Portable ultrasound units, intraoral scanners, and any imaging devices integrating AI-based image reconstruction or sub-millimeter resolution sensors are explicitly flagged in the notice. Shipments to countries with evolving medical device regulatory frameworks—such as Saudi Arabia, Indonesia, and Vietnam—require enhanced pre-filing verification.
The requirement is effective 1 May 2026, but system integration across regional customs offices may vary. Companies should treat early May submissions as test cases—not assume uniform enforcement—and retain records of all submitted codes and validation responses for audit purposes.
Export departments should revise checklists to include mandatory fields for restriction codes and declaration elements. Technical and regulatory teams must jointly define product classifications before filing; procurement teams should request updated compliance statements from component suppliers where sensor or algorithm origin impacts dual-use status.
Observably, this measure signals a structural shift toward pre-emptive, system-driven export compliance—moving beyond post-submission verification to real-time eligibility screening. Analysis shows it is less a standalone regulatory expansion and more an operationalization of existing controls (e.g., the Dual-Use Items Export Control List and Medical Device Supervision and Administration Regulations) within the customs declaration infrastructure. From an industry perspective, it reflects growing alignment between medical device regulation and broader national export control priorities—particularly where technology convergence (e.g., AI + imaging hardware) blurs traditional classification boundaries. Current enforcement appears focused on documentation integrity rather than substantive re-evaluation of product eligibility; however, sustained attention is warranted as system feedback loops mature.

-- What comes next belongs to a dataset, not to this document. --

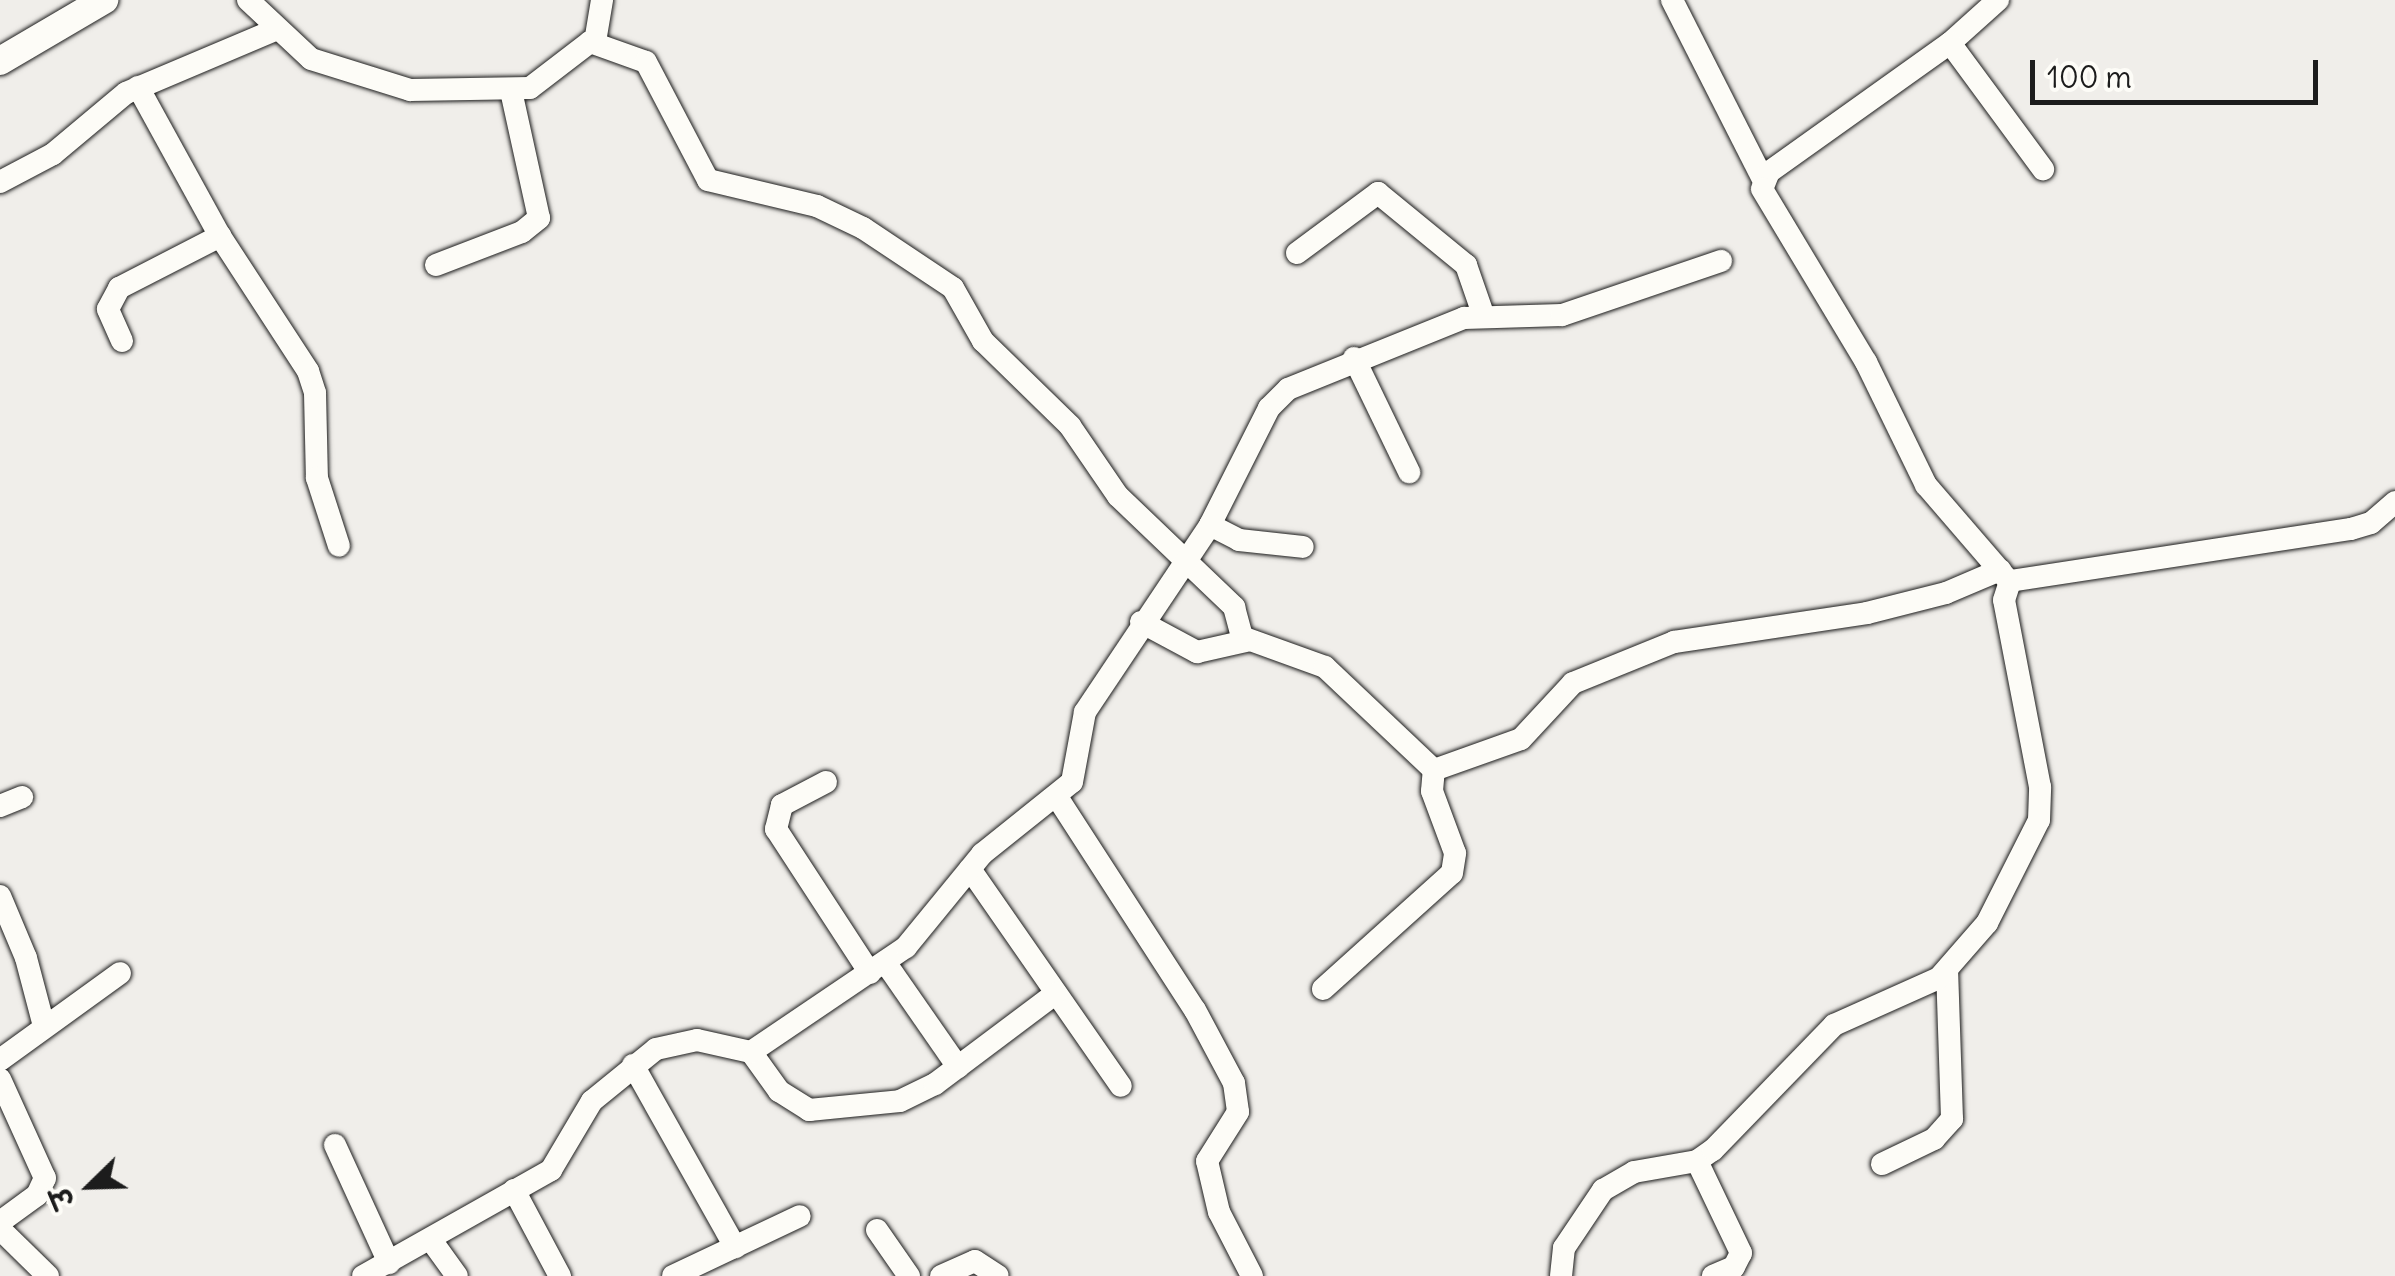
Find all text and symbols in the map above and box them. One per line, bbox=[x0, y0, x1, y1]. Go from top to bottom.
scale bar bbox=[2035, 40, 2322, 102]
text: 100 m bbox=[2047, 58, 2132, 96]
north arrow bbox=[40, 1136, 140, 1236]
text: उ bbox=[42, 1182, 83, 1213]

This update underscores how export compliance is increasingly embedded in product design and supply chain governance—not just logistics execution. It is best understood not as an isolated procedural change, but as an indicator of tightening integration between medical device regulatory status, dual-use classification, and customs automation. Companies treating it solely as a filing checkbox risk operational disruption; those aligning technical documentation, regulatory strategy, and export operations early will better navigate both immediate requirements and future iterations.
Source: General Administration of Customs of the People’s Republic of China (official notice effective 1 May 2026).
Areas requiring ongoing observation: Final technical specifications for ‘Restriction Identification Code’ assignment logic; timeline for full nationwide rollout of automated validation across all ports; potential extensions to other medical device categories beyond imaging equipment.